*SUPPLIED MATERIAL:*
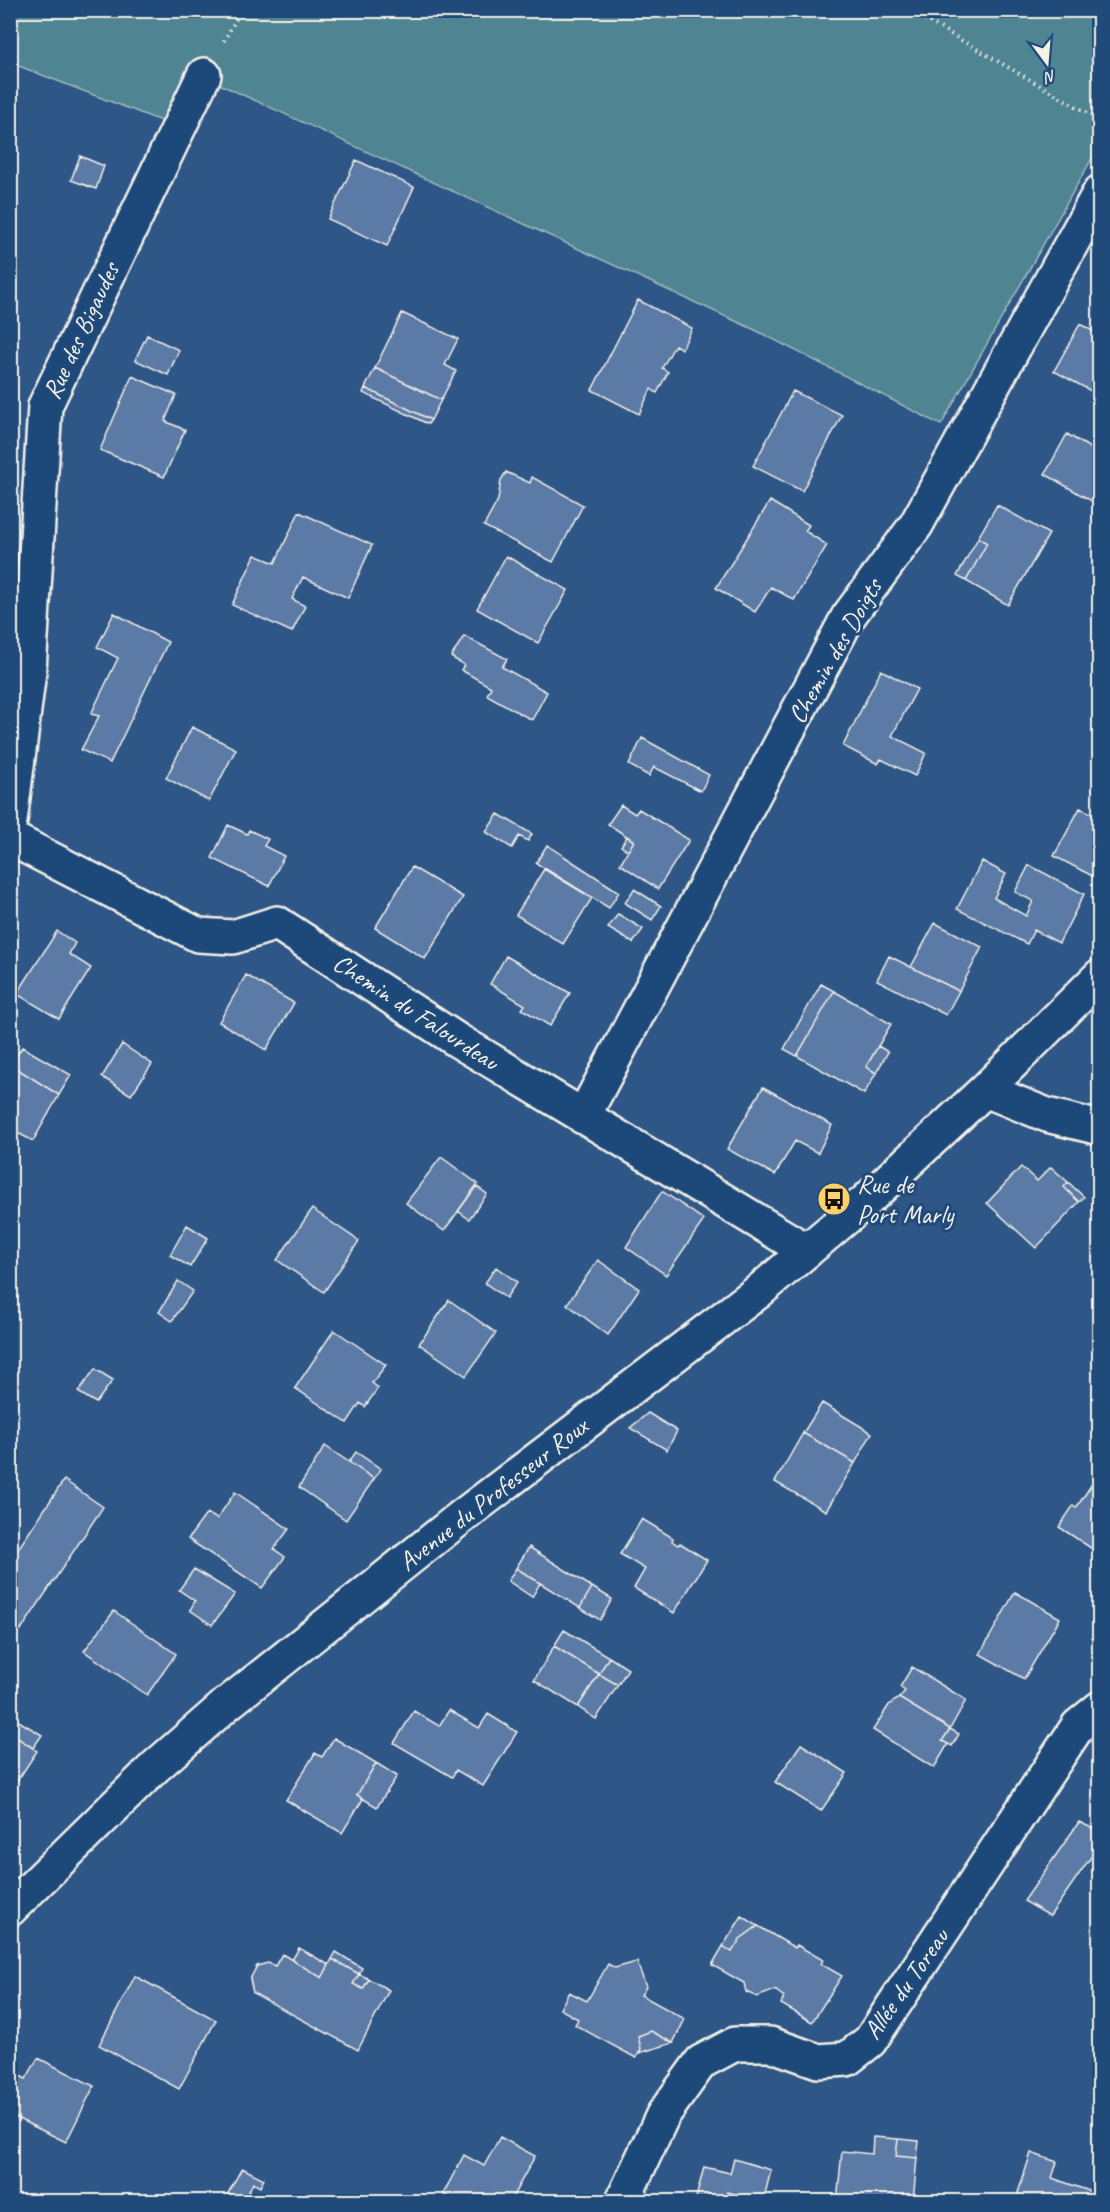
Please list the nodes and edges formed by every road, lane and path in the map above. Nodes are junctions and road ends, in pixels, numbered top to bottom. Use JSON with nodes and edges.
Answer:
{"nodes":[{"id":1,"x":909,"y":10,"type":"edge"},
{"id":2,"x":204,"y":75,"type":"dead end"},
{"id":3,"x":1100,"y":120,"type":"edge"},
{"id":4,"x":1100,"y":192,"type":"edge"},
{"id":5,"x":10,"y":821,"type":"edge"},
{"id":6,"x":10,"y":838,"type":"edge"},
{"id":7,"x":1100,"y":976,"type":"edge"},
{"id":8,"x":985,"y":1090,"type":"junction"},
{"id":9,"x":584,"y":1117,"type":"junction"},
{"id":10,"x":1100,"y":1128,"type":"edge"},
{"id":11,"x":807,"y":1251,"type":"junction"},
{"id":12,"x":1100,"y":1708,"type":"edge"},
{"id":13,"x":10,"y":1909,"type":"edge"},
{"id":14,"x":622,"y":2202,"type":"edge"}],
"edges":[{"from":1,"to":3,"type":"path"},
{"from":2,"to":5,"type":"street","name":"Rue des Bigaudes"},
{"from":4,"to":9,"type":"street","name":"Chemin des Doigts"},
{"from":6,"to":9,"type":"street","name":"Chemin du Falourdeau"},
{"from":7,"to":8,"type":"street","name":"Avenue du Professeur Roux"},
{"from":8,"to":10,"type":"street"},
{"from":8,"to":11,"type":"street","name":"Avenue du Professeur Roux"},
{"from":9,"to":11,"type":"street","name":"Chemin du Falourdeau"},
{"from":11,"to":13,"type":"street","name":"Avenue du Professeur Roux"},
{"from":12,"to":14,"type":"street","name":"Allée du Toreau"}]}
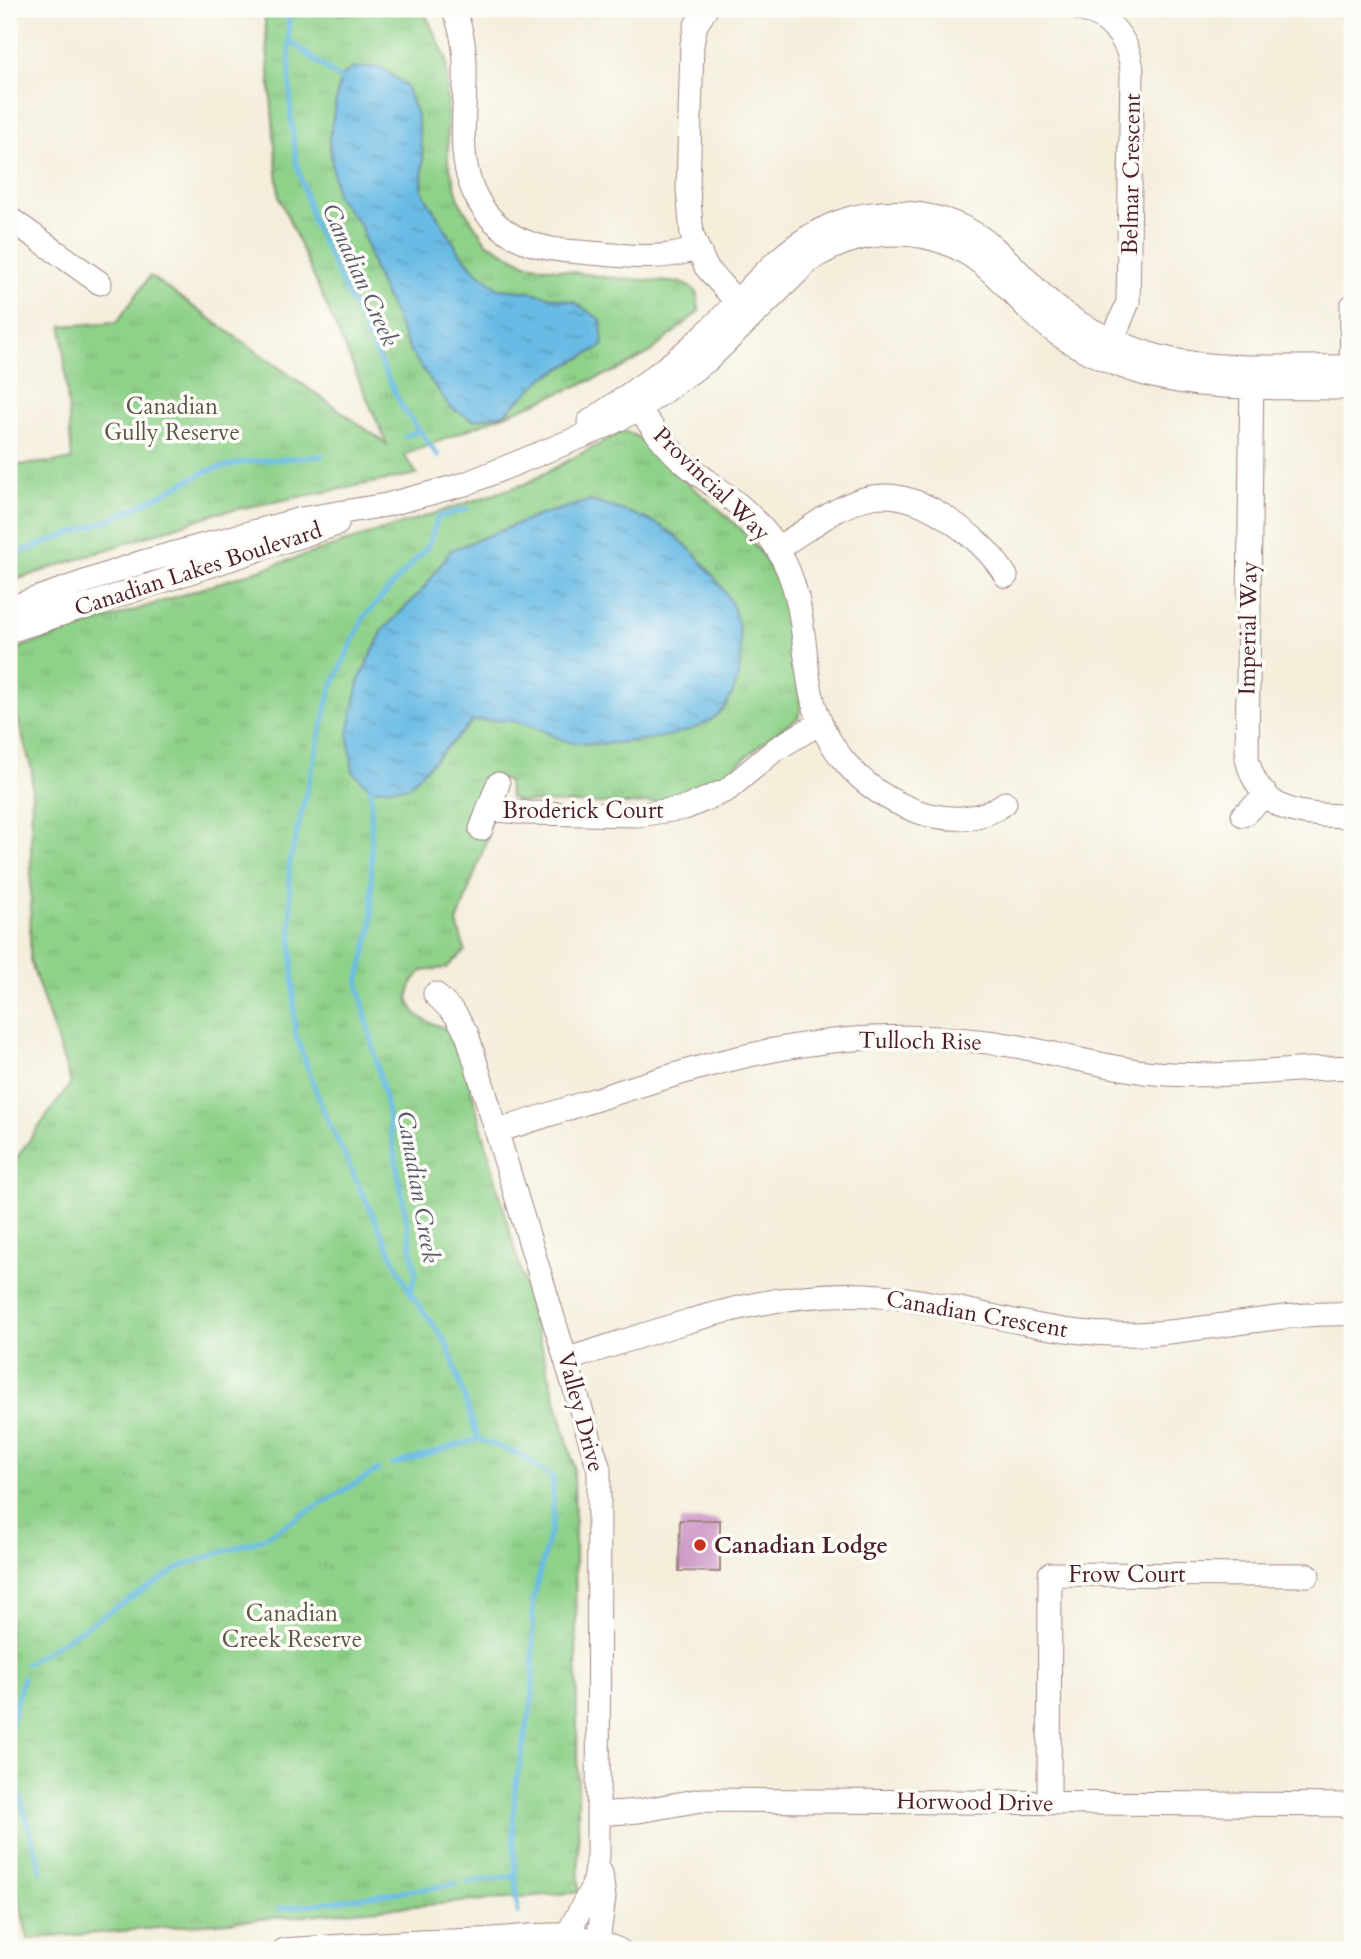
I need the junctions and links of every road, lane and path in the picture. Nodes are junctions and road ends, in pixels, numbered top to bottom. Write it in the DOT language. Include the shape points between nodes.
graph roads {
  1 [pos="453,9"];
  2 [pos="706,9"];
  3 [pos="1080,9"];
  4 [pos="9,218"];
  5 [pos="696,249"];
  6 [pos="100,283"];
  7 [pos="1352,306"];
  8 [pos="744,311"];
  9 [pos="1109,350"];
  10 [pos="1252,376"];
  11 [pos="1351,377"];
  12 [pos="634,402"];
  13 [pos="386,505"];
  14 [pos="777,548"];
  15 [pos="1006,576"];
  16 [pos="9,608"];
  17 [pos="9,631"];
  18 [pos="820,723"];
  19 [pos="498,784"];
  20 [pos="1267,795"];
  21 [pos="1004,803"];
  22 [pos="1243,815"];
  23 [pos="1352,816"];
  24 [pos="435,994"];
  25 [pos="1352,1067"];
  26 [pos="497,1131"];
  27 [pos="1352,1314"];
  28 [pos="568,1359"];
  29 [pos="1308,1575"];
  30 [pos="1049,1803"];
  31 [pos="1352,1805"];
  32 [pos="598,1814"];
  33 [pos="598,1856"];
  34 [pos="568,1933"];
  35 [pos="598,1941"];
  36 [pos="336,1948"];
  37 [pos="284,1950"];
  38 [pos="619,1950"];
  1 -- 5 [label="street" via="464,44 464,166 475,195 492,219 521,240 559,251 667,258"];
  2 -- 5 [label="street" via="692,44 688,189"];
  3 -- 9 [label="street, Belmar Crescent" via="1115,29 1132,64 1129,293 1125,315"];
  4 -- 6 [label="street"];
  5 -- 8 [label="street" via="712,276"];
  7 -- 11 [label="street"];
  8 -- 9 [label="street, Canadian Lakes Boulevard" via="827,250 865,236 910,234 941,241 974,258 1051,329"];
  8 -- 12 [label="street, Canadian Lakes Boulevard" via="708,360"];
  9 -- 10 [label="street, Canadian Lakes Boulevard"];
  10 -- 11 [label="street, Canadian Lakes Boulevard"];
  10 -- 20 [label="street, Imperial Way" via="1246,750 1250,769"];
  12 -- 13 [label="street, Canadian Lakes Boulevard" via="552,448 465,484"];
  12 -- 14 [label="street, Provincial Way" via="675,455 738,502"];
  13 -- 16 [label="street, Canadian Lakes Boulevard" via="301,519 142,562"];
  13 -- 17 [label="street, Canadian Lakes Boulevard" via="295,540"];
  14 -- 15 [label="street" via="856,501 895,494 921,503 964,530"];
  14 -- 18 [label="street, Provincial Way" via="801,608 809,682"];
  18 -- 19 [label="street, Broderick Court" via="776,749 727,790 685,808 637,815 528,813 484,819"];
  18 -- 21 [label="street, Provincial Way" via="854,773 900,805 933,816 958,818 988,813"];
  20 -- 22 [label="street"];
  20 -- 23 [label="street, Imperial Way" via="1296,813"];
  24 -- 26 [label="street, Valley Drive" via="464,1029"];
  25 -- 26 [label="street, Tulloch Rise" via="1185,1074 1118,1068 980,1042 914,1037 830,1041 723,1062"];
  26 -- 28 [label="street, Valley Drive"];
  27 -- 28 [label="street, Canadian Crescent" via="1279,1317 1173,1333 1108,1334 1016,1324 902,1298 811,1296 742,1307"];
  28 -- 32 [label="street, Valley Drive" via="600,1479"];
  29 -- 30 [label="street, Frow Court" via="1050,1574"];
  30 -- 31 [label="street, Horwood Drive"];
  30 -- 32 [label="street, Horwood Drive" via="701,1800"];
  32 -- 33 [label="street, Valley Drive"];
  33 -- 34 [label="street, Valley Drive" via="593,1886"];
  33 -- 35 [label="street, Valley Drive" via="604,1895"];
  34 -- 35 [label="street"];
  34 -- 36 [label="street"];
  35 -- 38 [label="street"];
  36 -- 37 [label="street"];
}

*WHAT THE EXERCISE ASKS:* Among the records above, find each line holding the string "Court" and pull it out.

*WRITTEN SOLUTION:*
  18 -- 19 [label="street, Broderick Court" via="776,749 727,790 685,808 637,815 528,813 484,819"];
  29 -- 30 [label="street, Frow Court" via="1050,1574"];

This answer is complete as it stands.